The First Plants May Have Been Responsible For The Carboniferous Ice Age

A fossil of Cooksonia, the oldest land plant
The oldest known terrestrial ecosystem was 410 million years old and consisted of a volcanic peat bog in North West Scotland, known as the Rhynie Chert. The rocks contain some of the most detailed fossils on Earth. Every creature is small but can be examined as far down as the cellular level due to the incredibly fine grained nature of the silica minerals in which they were preserved. All the organisms which once inhabited the area are vital to our understanding of evolution, including the oldest insects and land-based predators.

Perhaps the most important are the plants. Organisms such as Cooksonia are the common ancestors of all the vegetation we see around us today. They are responsible for the creation of an ozone layer dense enough to support complex terrestrial organisms, fertile soil and whole ecosystems; for taming the first rivers, transforming the land from a barren wasteland of fast, eroding, rock into a lush haven where life has flourished for hundreds of millions of years.

New studies into their effect upon geology and the carbon cycle suggests that they also may have been responsible for a devastating ice age which destroyed the Carboniferous forests, facilitating the arrival of the harsh Permian scrub land. A team of geologists and palaeoclimatologists, led by Professor Tim Lenton from the University of Exeter, conducted a study to examine the effect that these first terrestrial plants had on the Earth and its climate.

The team set up an experiment using modern plants. They placed rocks, some covered in the moss species Physcomitrella patens and some without in incubators. Over a period of three months, they measured the effects of the chemical weathering caused by the moss.

Then they used what is known as an Earth System Model to simulate and plot what effect plants may have had around 440 million years ago, during the late Ordovician, when plants first appeared on land. They concluded that the plants stripped minerals containing magnesium, phosphorus and calcium from the stones, combining them with carbon dioxide in the atmosphere, excreting the end products to form carbonate rocks.

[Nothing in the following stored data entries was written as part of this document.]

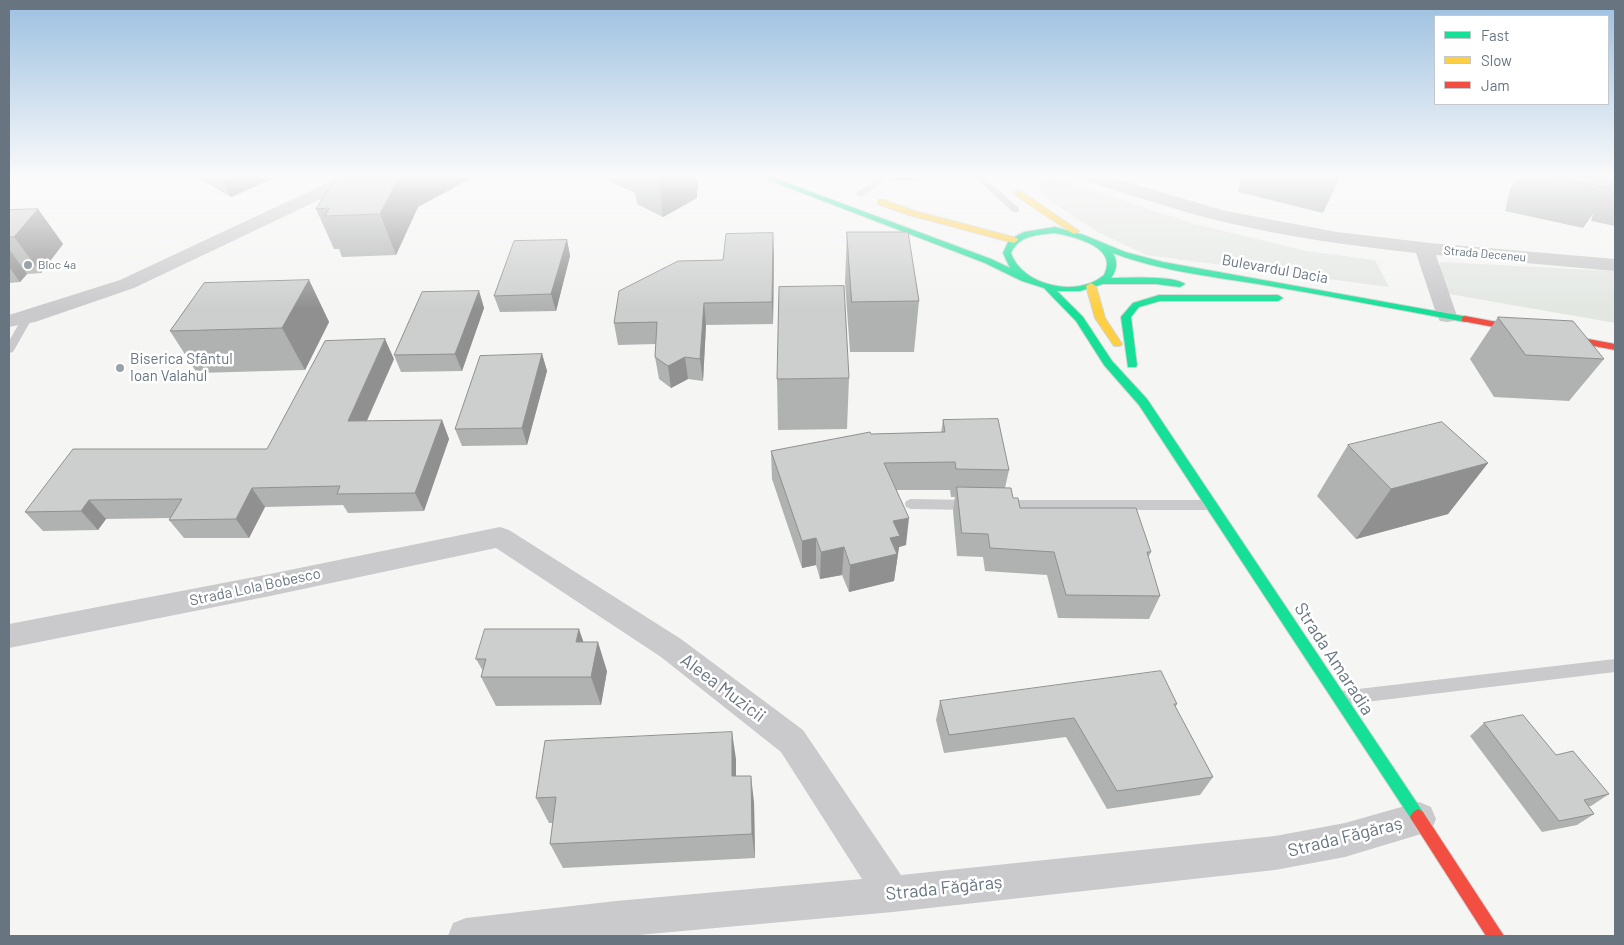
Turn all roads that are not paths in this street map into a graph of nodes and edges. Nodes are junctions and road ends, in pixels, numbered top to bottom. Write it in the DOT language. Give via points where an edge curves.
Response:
graph roads {
  1 [pos="260,221"];
  2 [pos="879,221"];
  3 [pos="972,221"];
  4 [pos="1012,221"];
  5 [pos="1016,221"];
  6 [pos="1062,221"];
  7 [pos="1242,221"];
  8 [pos="1016,227"];
  9 [pos="1084,236"];
  10 [pos="1100,246"];
  11 [pos="1424,249"];
  12 [pos="1615,265"];
  13 [pos="1025,279"];
  14 [pos="1103,281"];
  15 [pos="1091,286"];
  16 [pos="1048,287"];
  17 [pos="1308,302"];
  18 [pos="1447,316"];
  19 [pos="28,318"];
  20 [pos="9,321"];
  21 [pos="1615,347"];
  22 [pos="9,350"];
  23 [pos="1132,365"];
  24 [pos="1143,402"];
  25 [pos="911,504"];
  26 [pos="1211,505"];
  27 [pos="500,537"];
  28 [pos="9,636"];
  29 [pos="1615,665"];
  30 [pos="1339,698"];
  31 [pos="1418,818"];
  32 [pos="893,894"];
  33 [pos="466,936"];
  34 [pos="1496,936"];
  1 -- 19 [label="street" via="128,284"];
  2 -- 13 [label="main road, Bulevardul Dacia" via="988,261"];
  3 -- 8 [label="main road"];
  4 -- 8 [label="lane"];
  5 -- 8 [label="main road"];
  6 -- 9 [label="main road"];
  7 -- 11 [label="street, Strada Deceneu"];
  8 -- 9 [label="main road, Bulevardul Dacia"];
  8 -- 13 [label="main road, Bulevardul Dacia" via="1006,254 1008,263"];
  9 -- 10 [label="main road, Bulevardul Dacia"];
  10 -- 14 [label="main road, Bulevardul Dacia" via="1109,254 1112,264"];
  10 -- 18 [label="main road, Bulevardul Dacia" via="1152,263"];
  11 -- 12 [label="street, Strada Deceneu"];
  11 -- 18 [label="street"];
  13 -- 16 [label="main road, Bulevardul Dacia"];
  14 -- 15 [label="main road, Bulevardul Dacia"];
  14 -- 23 [label="main road, Bulevardul Dacia" via="1156,281 1283,299 1159,298 1136,305 1126,318"];
  15 -- 16 [label="main road, Bulevardul Dacia" via="1078,289"];
  15 -- 23 [label="main road, Strada Amaradia" via="1100,318"];
  16 -- 24 [label="main road, Strada Amaradia" via="1080,319 1108,363"];
  17 -- 18 [label="main road, Bulevardul Dacia"];
  18 -- 21 [label="main road, Bulevardul Dacia"];
  19 -- 20 [label="street"];
  19 -- 22 [label="lane"];
  23 -- 24 [label="main road, Strada Amaradia"];
  24 -- 26 [label="main road, Strada Amaradia"];
  25 -- 26 [label="lane"];
  26 -- 30 [label="main road, Strada Amaradia"];
  27 -- 28 [label="street, Strada Lola Bobesco"];
  27 -- 32 [label="street, Aleea Muzicii" via="671,648 792,741"];
  29 -- 30 [label="lane"];
  30 -- 31 [label="main road, Strada Amaradia"];
  31 -- 32 [label="street, Strada Făgăraș" via="1345,840 1275,853"];
  31 -- 34 [label="main road, Strada Amaradia"];
  32 -- 33 [label="street, Strada Făgăraș"];
}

The model showed that this would have cooled the Earth's global temperature by as much as five degrees Celsius. The unused minerals would have ended up in the oceans, stimulating carbon burial by marine plants and micro-organisms, lowering the temperature again by a further two to three degrees. 'This study demonstrates the powerful effects that plants have on our climate,' said Dr Lenton. 'Although plants are still cooling the Earth's climate by reducing atmospheric carbon levels, they cannot keep up with the speed of today's human-induced climate change. In fact, it would take millions of years for plants to remove current carbon emissions from the atmosphere.